Water Board’s waste water management department gets its first woman engineer.

Published: 11th May 2018 04:44 AM  |   Last Updated: 11th May 2018 07:04 AM   |  A+A-

A V Chandraprabha

Express News Service

BENGALURU:  Fifty-nine-year-old A V Chandraprabha has created history in the 54-year-old Bangalore Water Supply and Sewerage Board (BWSSB). She assumed office as the first woman engineer of the wastewater management department of the Board on May 2, thanks to the Supreme Court directive slashing consequential seniority in promotions in state government departments for specific categories.

One feels as if history is being witnessed when the name board of past incumbents behind her present seat displays an all-male list with her name at the end. However, it will be a short stint as she will retire on May 30 after 37 years of service. In 1981, Chandraprabha joined the Water supply department as an Assistant Engineer in the Investigations and Design department.

After some training at the head office, this Electrical Engineering graduate was posted at Tataguni pumping station, located 22 kms from Bengaluru. The engineer was the only woman among nearly 150 BWSSB employees there. Maintenance of mammoth motors and pumps, reading voltmeters, throttling valves and maintaining a log book of all readings was part of her daily routine. She was literally on her feet all day. 

Breaking ingrained patriarchal attitudes was her first challenge. The engineer vividly remembers this incident in which she reprimanded one of the workers for handling the pumps in a rough manner. Pat came the chap’s response to his lady boss, “What do you know about such things?”

It is a different matter that Chandraprabha took hold of a big screwdriver lying in the vicinity and told him in an authoritative tone, “You will do what I tell you. I have better technical knowledge than you.” The individual mellowed down. A few colleagues then even ventured to ask her, “What made you opt for a male profession like Engineering and not Medicine or teaching?” After the Cauvery Second Stage was commissioned, she was put in charge of maintaining it as well as the First stage.  

Bitter opposition from her relatives when she opted to “study a course meant for men” marked her entry into her five-year B.E.degree at UVCE in Bengaluru, in 1975. Her father, the late A. Venugopal, a retired Army soldier turned businessman, backed her dreams solidly. “My mother D. Susheelamma passed away when I was just 6 years. My father took on the role of a mother too for me, my older sister and younger brother and was a constant encouragement,” she recalls nostalgically.

It has taken her a really long time to reach the top. BWSSB took 23 years to promote her from the initial position to Assistant Executive Engineer in 2004. She took another ten years to get promoted as an Executive Engineer. In 2017, she became an Additional Chief Engineer (ACE) and finally Chief Engineer this month. 
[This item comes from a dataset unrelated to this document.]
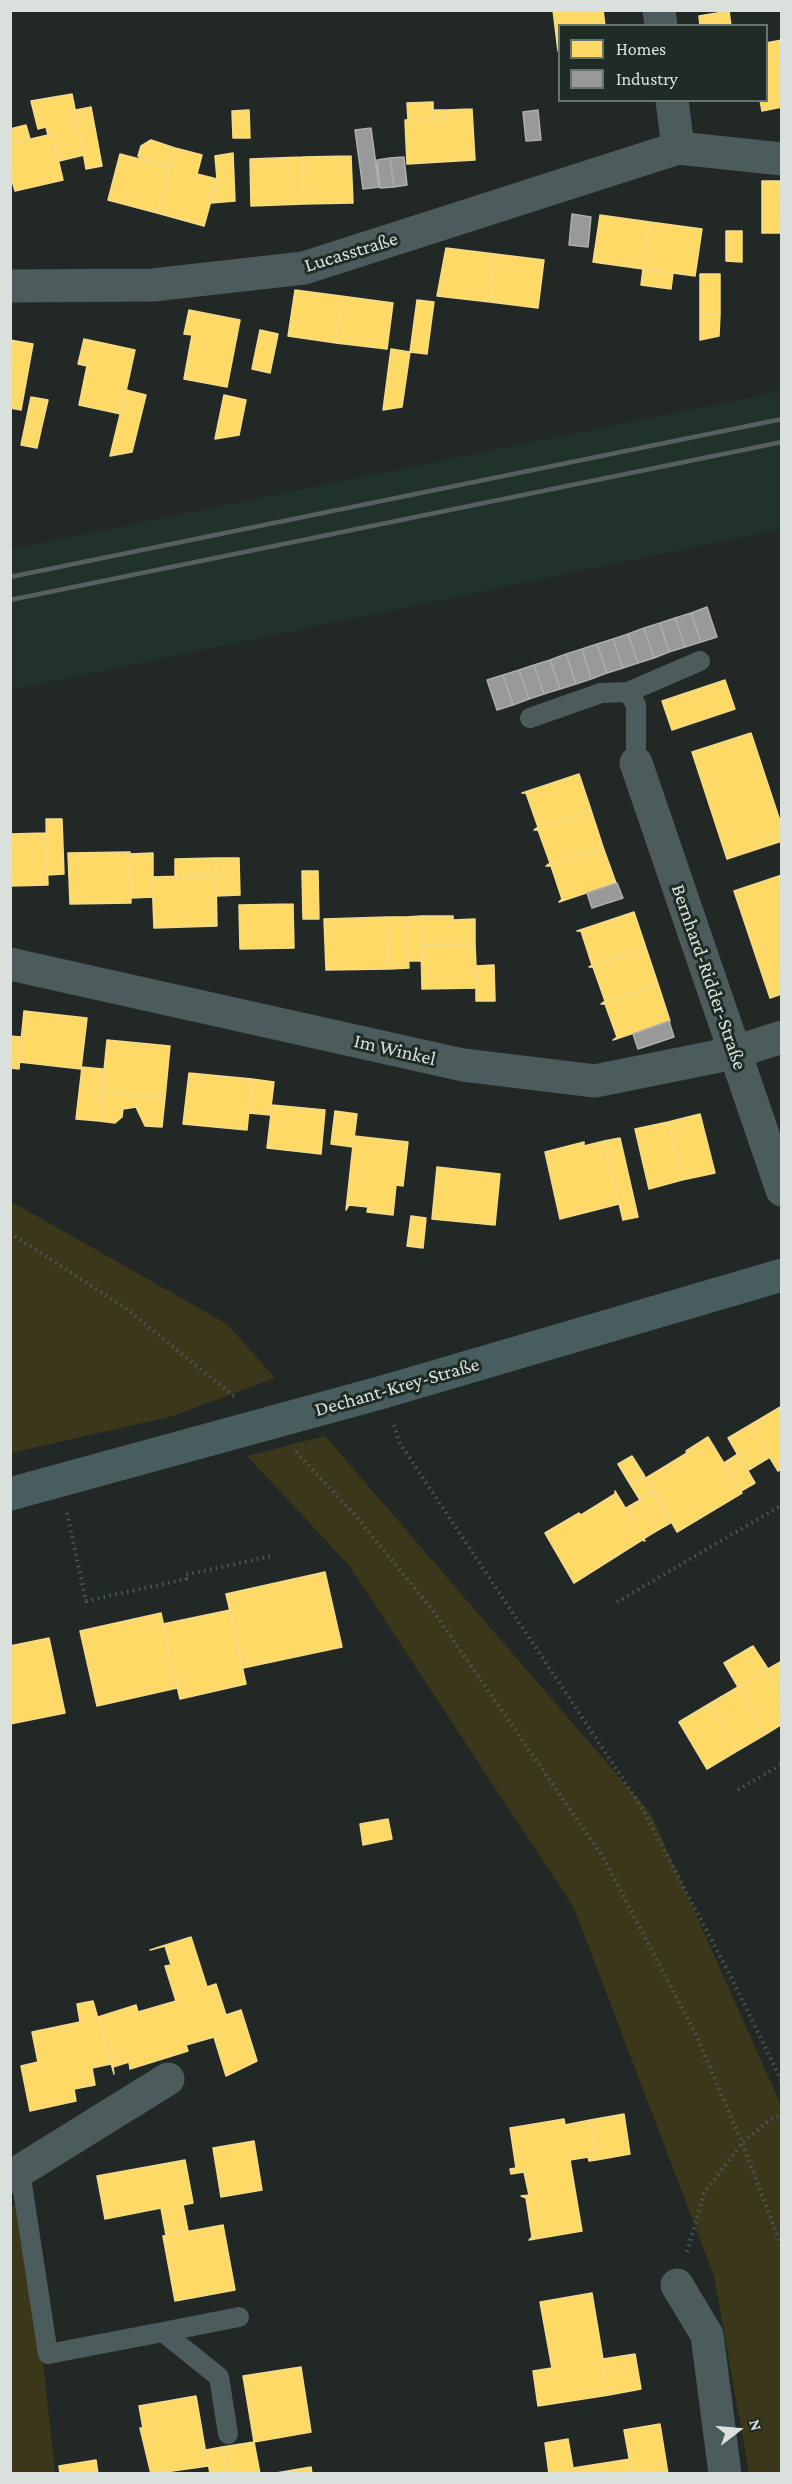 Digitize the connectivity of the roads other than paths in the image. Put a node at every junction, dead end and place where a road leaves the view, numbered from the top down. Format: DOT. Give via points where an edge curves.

“I always wanted to do something which very few women would do. It is still to sink in that I have actually done it now,” she says “I would like to emphasise that my male bosses were very encouraging and offered me much support throughout,” the Chief Engineer adds. Another interesting role she performed in the BWSSB was heading the committee which deals with sexual harassment of women at the workplace for five years.